■ **Given entries**
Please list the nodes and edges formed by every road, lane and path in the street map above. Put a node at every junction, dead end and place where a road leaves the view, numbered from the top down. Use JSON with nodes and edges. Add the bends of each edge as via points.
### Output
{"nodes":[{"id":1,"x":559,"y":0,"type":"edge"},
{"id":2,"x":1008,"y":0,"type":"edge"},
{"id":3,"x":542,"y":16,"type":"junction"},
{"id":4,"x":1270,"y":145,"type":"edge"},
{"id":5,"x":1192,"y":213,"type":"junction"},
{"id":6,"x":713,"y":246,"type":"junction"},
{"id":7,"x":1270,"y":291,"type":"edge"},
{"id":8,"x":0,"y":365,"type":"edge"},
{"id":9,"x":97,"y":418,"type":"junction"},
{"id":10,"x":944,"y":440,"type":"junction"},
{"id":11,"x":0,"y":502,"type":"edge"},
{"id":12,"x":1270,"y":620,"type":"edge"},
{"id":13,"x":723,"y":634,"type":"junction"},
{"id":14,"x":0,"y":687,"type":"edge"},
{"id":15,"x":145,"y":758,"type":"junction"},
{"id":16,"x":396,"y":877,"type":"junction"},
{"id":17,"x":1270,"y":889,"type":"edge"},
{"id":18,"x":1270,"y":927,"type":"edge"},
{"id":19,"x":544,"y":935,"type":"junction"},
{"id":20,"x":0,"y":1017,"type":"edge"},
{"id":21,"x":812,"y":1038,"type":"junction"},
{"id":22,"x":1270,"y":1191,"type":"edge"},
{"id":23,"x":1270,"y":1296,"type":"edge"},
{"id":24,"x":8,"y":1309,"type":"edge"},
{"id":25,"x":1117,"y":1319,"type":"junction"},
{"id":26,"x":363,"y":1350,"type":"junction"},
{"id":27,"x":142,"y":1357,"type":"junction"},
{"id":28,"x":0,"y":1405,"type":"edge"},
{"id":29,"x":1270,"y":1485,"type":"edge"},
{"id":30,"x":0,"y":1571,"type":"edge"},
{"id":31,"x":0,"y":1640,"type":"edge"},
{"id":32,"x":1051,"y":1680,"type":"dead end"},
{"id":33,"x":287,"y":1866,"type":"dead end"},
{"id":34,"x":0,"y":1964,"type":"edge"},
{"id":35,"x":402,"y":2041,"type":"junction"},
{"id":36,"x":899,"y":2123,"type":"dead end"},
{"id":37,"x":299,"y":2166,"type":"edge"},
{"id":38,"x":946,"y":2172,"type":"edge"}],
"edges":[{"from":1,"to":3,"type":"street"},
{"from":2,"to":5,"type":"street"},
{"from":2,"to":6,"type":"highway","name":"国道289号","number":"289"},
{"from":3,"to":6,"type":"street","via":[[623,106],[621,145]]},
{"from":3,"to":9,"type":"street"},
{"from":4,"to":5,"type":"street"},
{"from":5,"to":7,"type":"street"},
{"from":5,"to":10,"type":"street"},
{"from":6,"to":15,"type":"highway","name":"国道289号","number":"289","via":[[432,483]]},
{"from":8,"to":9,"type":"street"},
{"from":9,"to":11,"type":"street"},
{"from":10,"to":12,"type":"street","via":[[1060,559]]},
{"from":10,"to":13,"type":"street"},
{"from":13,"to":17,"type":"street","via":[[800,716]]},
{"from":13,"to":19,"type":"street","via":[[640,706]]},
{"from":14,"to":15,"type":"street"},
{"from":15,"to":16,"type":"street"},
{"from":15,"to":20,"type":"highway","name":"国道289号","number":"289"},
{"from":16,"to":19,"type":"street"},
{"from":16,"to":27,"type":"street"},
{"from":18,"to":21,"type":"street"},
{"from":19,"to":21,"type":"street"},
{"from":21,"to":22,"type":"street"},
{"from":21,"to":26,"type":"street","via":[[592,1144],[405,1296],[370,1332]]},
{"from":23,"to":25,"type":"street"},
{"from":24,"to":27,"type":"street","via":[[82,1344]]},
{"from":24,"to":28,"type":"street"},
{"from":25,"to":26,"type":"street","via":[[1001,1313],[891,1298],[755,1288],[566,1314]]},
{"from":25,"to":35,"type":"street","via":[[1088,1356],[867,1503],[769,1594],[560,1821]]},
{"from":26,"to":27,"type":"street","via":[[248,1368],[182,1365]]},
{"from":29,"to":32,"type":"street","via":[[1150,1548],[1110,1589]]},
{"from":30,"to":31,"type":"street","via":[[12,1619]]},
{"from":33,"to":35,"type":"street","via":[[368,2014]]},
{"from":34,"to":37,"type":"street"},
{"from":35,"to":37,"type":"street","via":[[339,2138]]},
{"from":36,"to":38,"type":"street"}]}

■ **What to work on**
Nothing but the full listing, copied exactly, belongs in the answer.

■ **Exercise answer**
Please list the nodes and edges formed by every road, lane and path in the street map above. Put a node at every junction, dead end and place where a road leaves the view, numbered from the top down. Use JSON with nodes and edges. Add the bends of each edge as via points.
### Output
{"nodes":[{"id":1,"x":559,"y":0,"type":"edge"},
{"id":2,"x":1008,"y":0,"type":"edge"},
{"id":3,"x":542,"y":16,"type":"junction"},
{"id":4,"x":1270,"y":145,"type":"edge"},
{"id":5,"x":1192,"y":213,"type":"junction"},
{"id":6,"x":713,"y":246,"type":"junction"},
{"id":7,"x":1270,"y":291,"type":"edge"},
{"id":8,"x":0,"y":365,"type":"edge"},
{"id":9,"x":97,"y":418,"type":"junction"},
{"id":10,"x":944,"y":440,"type":"junction"},
{"id":11,"x":0,"y":502,"type":"edge"},
{"id":12,"x":1270,"y":620,"type":"edge"},
{"id":13,"x":723,"y":634,"type":"junction"},
{"id":14,"x":0,"y":687,"type":"edge"},
{"id":15,"x":145,"y":758,"type":"junction"},
{"id":16,"x":396,"y":877,"type":"junction"},
{"id":17,"x":1270,"y":889,"type":"edge"},
{"id":18,"x":1270,"y":927,"type":"edge"},
{"id":19,"x":544,"y":935,"type":"junction"},
{"id":20,"x":0,"y":1017,"type":"edge"},
{"id":21,"x":812,"y":1038,"type":"junction"},
{"id":22,"x":1270,"y":1191,"type":"edge"},
{"id":23,"x":1270,"y":1296,"type":"edge"},
{"id":24,"x":8,"y":1309,"type":"edge"},
{"id":25,"x":1117,"y":1319,"type":"junction"},
{"id":26,"x":363,"y":1350,"type":"junction"},
{"id":27,"x":142,"y":1357,"type":"junction"},
{"id":28,"x":0,"y":1405,"type":"edge"},
{"id":29,"x":1270,"y":1485,"type":"edge"},
{"id":30,"x":0,"y":1571,"type":"edge"},
{"id":31,"x":0,"y":1640,"type":"edge"},
{"id":32,"x":1051,"y":1680,"type":"dead end"},
{"id":33,"x":287,"y":1866,"type":"dead end"},
{"id":34,"x":0,"y":1964,"type":"edge"},
{"id":35,"x":402,"y":2041,"type":"junction"},
{"id":36,"x":899,"y":2123,"type":"dead end"},
{"id":37,"x":299,"y":2166,"type":"edge"},
{"id":38,"x":946,"y":2172,"type":"edge"}],
"edges":[{"from":1,"to":3,"type":"street"},
{"from":2,"to":5,"type":"street"},
{"from":2,"to":6,"type":"highway","name":"国道289号","number":"289"},
{"from":3,"to":6,"type":"street","via":[[623,106],[621,145]]},
{"from":3,"to":9,"type":"street"},
{"from":4,"to":5,"type":"street"},
{"from":5,"to":7,"type":"street"},
{"from":5,"to":10,"type":"street"},
{"from":6,"to":15,"type":"highway","name":"国道289号","number":"289","via":[[432,483]]},
{"from":8,"to":9,"type":"street"},
{"from":9,"to":11,"type":"street"},
{"from":10,"to":12,"type":"street","via":[[1060,559]]},
{"from":10,"to":13,"type":"street"},
{"from":13,"to":17,"type":"street","via":[[800,716]]},
{"from":13,"to":19,"type":"street","via":[[640,706]]},
{"from":14,"to":15,"type":"street"},
{"from":15,"to":16,"type":"street"},
{"from":15,"to":20,"type":"highway","name":"国道289号","number":"289"},
{"from":16,"to":19,"type":"street"},
{"from":16,"to":27,"type":"street"},
{"from":18,"to":21,"type":"street"},
{"from":19,"to":21,"type":"street"},
{"from":21,"to":22,"type":"street"},
{"from":21,"to":26,"type":"street","via":[[592,1144],[405,1296],[370,1332]]},
{"from":23,"to":25,"type":"street"},
{"from":24,"to":27,"type":"street","via":[[82,1344]]},
{"from":24,"to":28,"type":"street"},
{"from":25,"to":26,"type":"street","via":[[1001,1313],[891,1298],[755,1288],[566,1314]]},
{"from":25,"to":35,"type":"street","via":[[1088,1356],[867,1503],[769,1594],[560,1821]]},
{"from":26,"to":27,"type":"street","via":[[248,1368],[182,1365]]},
{"from":29,"to":32,"type":"street","via":[[1150,1548],[1110,1589]]},
{"from":30,"to":31,"type":"street","via":[[12,1619]]},
{"from":33,"to":35,"type":"street","via":[[368,2014]]},
{"from":34,"to":37,"type":"street"},
{"from":35,"to":37,"type":"street","via":[[339,2138]]},
{"from":36,"to":38,"type":"street"}]}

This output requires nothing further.